Lætátus sum in his, quæ dicta sunt mihi: in domum Dómini íbimus. [Mi rallegrai di ciò che mi fu detto: andremo nella casa del Signore].

Fiat pax in virtúte tua: et abundántia in túrribus tuis. [V. Regni la pace nelle tue fortezze e la sicurezza nelle tue torri.]

Tractus

Ps. CXXIV:1-2

Qui confídunt in Dómino, sicut mons Sion: non commovébitur in ætérnum, qui hábitat in Jerúsalem. [Quelli che confídano nel Signore sono come il monte Sion: non vacillerà in eterno chi àbita in Gerusalemme.]

Montes in circúitu ejus: et Dóminus in circúitu pópuli sui, ex hoc nunc et usque in sæculum. [V. Attorno ad essa stanno i monti: il Signore sta attorno al suo popolo: ora e nei secoli.]

Evangelium

Sequéntia ✠ sancti Evangélii secúndum Joánnem.

Joann VI:1-15

“In illo témpore: Abiit Jesus trans mare Galilaeæ, quod est Tiberíadis: et sequebátur eum multitúdo magna, quia vidébant signa, quæ faciébat super his, qui infirmabántur. Súbiit ergo in montem Jesus: et ibi sedébat cum discípulis suis. Erat autem próximum Pascha, dies festus Judæórum. Cum sublevásset ergo óculos Jesus et vidísset, quia multitúdo máxima venit ad eum, dixit ad Philíppum: Unde emémus panes, ut mandúcent hi? Hoc autem dicebat tentans eum: ipse enim sciébat, quid esset factúrus. Respóndit ei Philíppus: Ducentórum denariórum panes non suffíciunt eis, ut unusquísque módicum quid accípiat. Dicit ei unus ex discípulis ejus, Andréas, frater Simónis Petri: Est puer unus hic, qui habet quinque panes hordeáceos et duos pisces: sed hæc quid sunt inter tantos? Dixit ergo Jesus: Fácite hómines discúmbere. Erat autem fænum multum in loco. Discubuérunt ergo viri, número quasi quinque mília. Accépit ergo Jesus panes, et cum grátias egísset, distríbuit discumbéntibus: simíliter et ex píscibus, quantum volébant. Ut autem impléti sunt, dixit discípulis suis: Collígite quæ superavérunt fragménta, ne péreant. Collegérunt ergo, et implevérunt duódecim cóphinos fragmentórum ex quinque pánibus hordeáceis, quæ superfuérunt his, qui manducáverant. Illi ergo hómines cum vidíssent, quod Jesus fécerat signum, dicébant: Quia hic est vere Prophéta, qui ventúrus est in mundum. Jesus ergo cum cognovísset, quia ventúri essent, ut ráperent eum et fácerent eum regem, fugit íterum in montem ipse solus.”

OMELIA II

[A. Carmagnola: Spiegazione dei Vangeli domenicali – S. E. I. Torino 1921: Spieg. XVIII]

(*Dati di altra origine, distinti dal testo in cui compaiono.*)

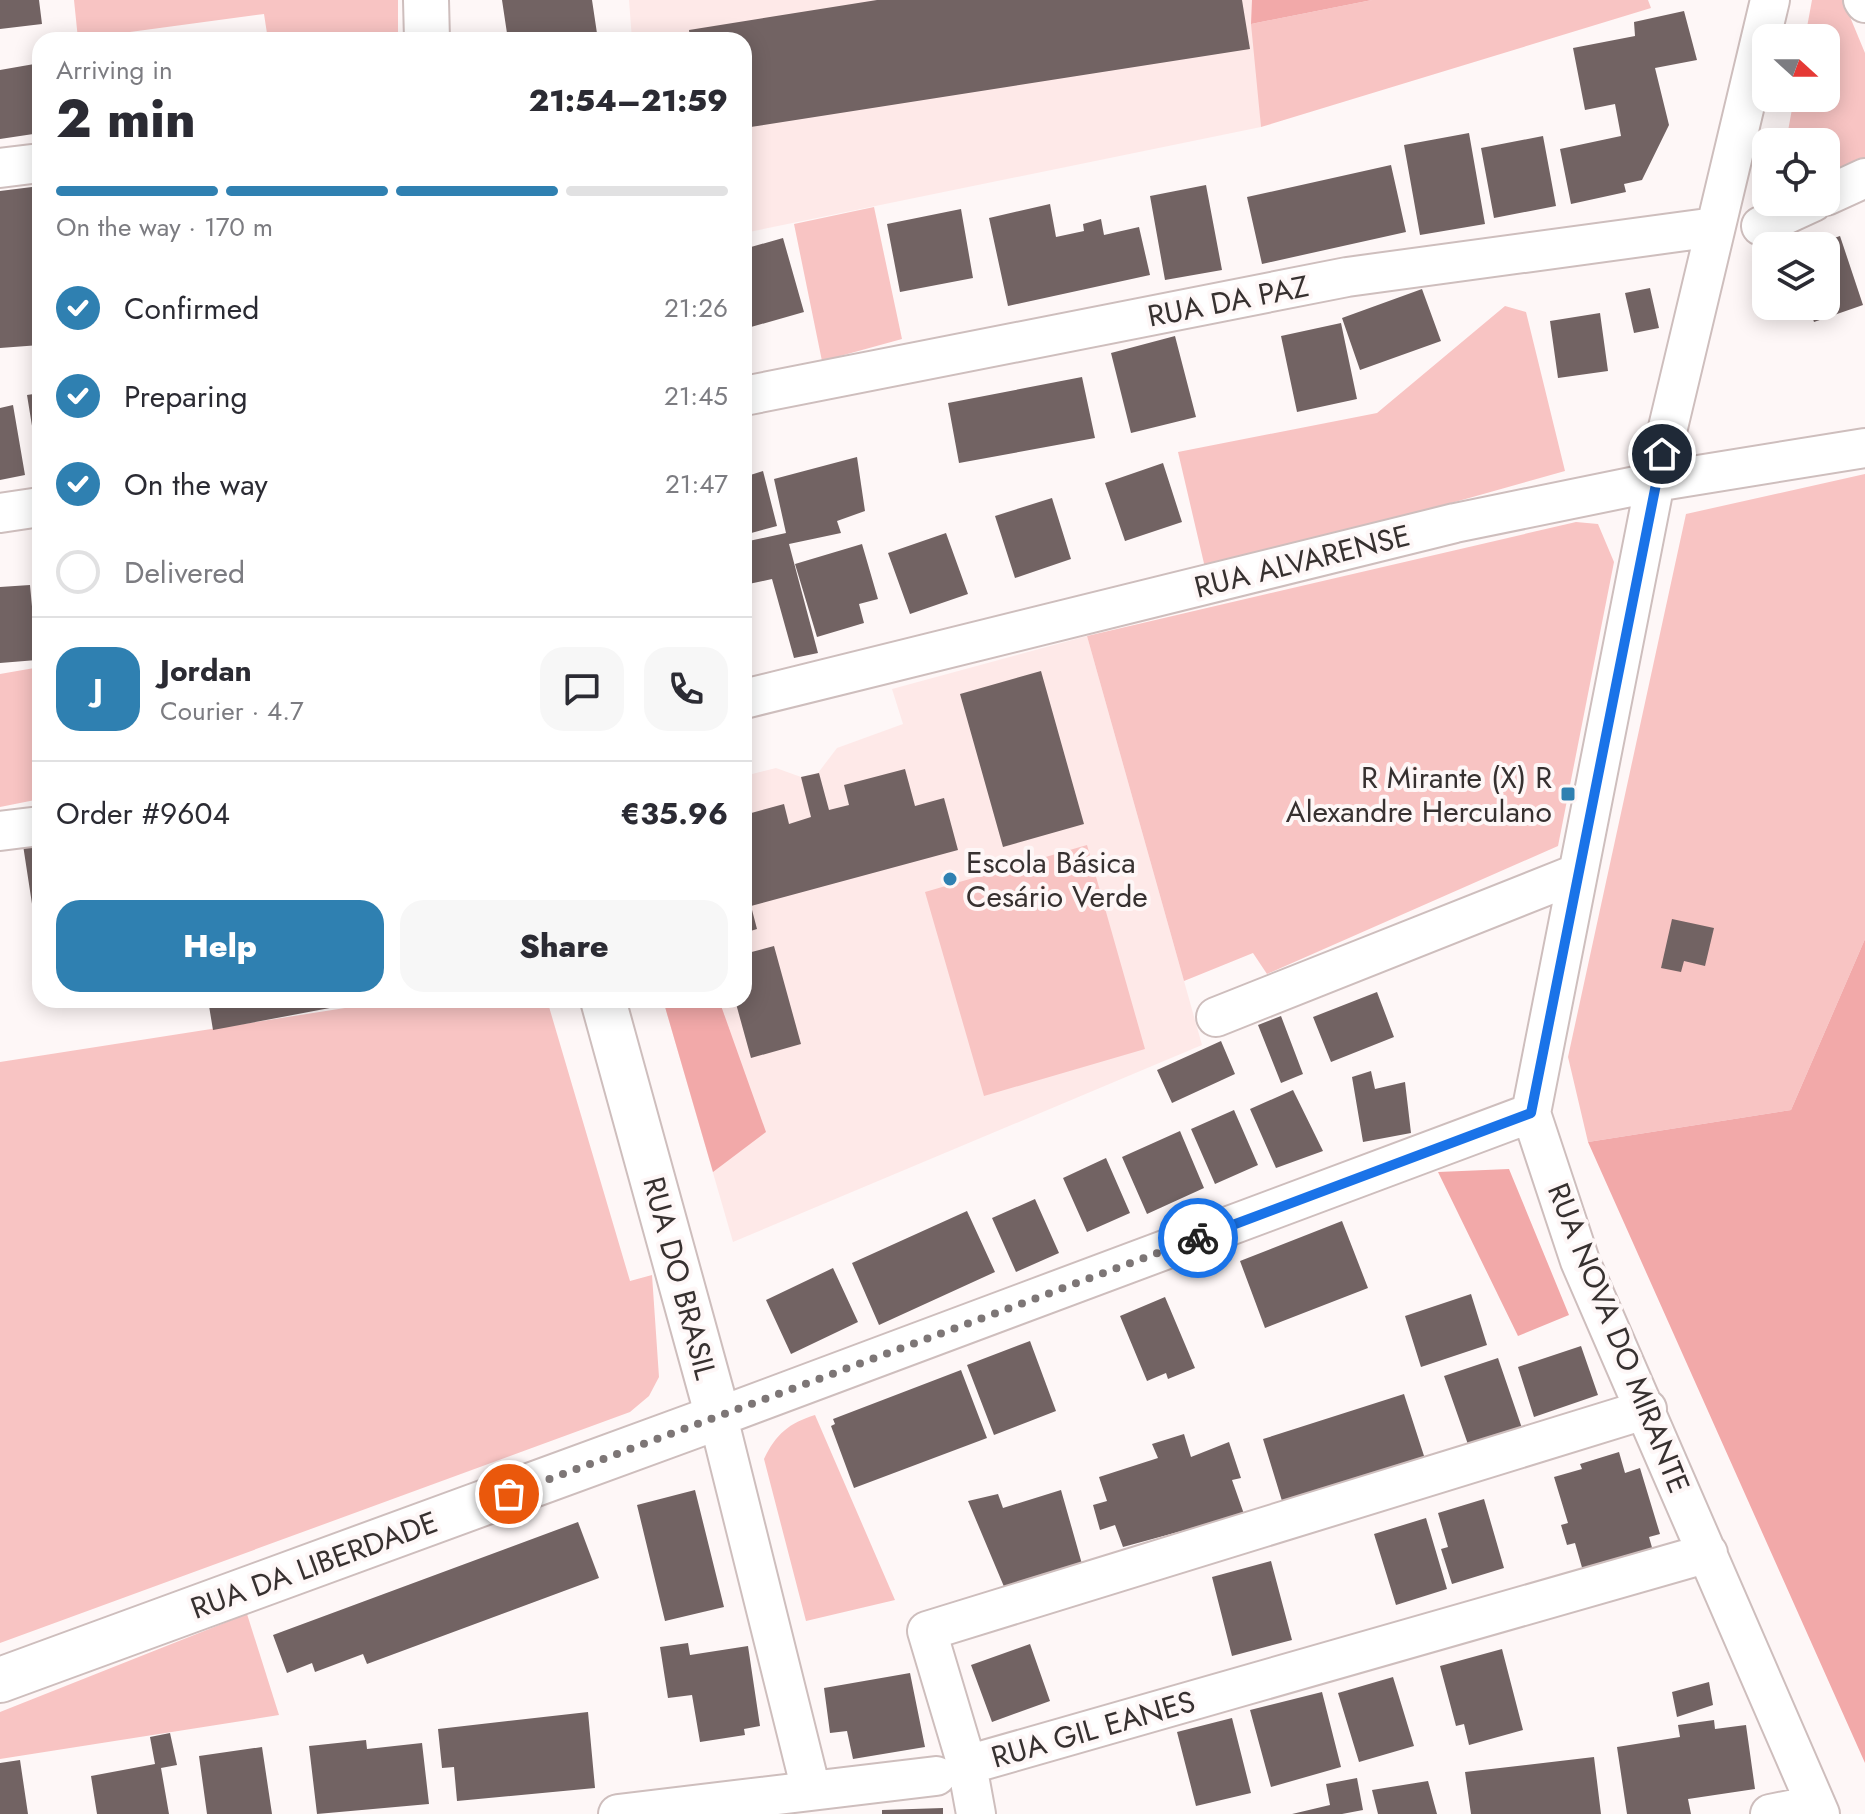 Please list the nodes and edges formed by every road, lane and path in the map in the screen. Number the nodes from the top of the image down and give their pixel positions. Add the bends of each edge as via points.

 “In quel tempo Gesù se ne andò di là dal mare di Galilea, cioè di Tiberiade; e seguivalo una gran turba, perché vedeva i miracoli fatti da lui a pro dei malati. Salì pertanto Gesù sopra un monte, e ivi si pose a sedere co’ suoi discepoli. Ed era vicina la Pasqua, solennità de’ Giudei. Avendo adunque Gesù alzati gli occhi e veduto come una gran turba veniva da lui, disse a Filippo: dove compreremo pane per cibar questa gente? Lo che Egli diceva per far prova di lui; imperocché egli sapeva quello che era per fare. Risposegli Filippo: Duecento denari di pane non bastano per costoro, a darne un piccolo pezzo per uno. Dissegli uno de’ suoi discepoli, Andrea, fratello di Simone Pietro: Evvi un ragazzo che ha cinque pani d’orzo e due pesci; ma che è questo per tanta gente? Ma Gesù disse: Fate che costoro si mettano a sedere. Era quivi molta l’erba. Si misero pertanto a sedere in numero di circa cinquemila. Prese adunque Gesù i pani, e rese lo grazie, li distribuì a coloro che sedevano; e il simile dei pesci, nuche ne vollero. E saziati che furono, disse ai suoi discepoli: Raccogliete gli avanzi, che non vadano a male. Ed essi li raccolsero, ed empirono dodici canestri di frammenti dei cinque pani di orzo, che erano avanzati a coloro che avevano mangiato. Coloro pertanto, veduto il miracolo fatto da Gesù, dissero: Questo è veramente quel profeta che doveva venire al mondo. Ma Gesù, conoscendo che erano per venire a prenderlo per forza per farlo loro re, si fuggì di bel nuovo da sé solo sul monte” (Io. VI, 1-15).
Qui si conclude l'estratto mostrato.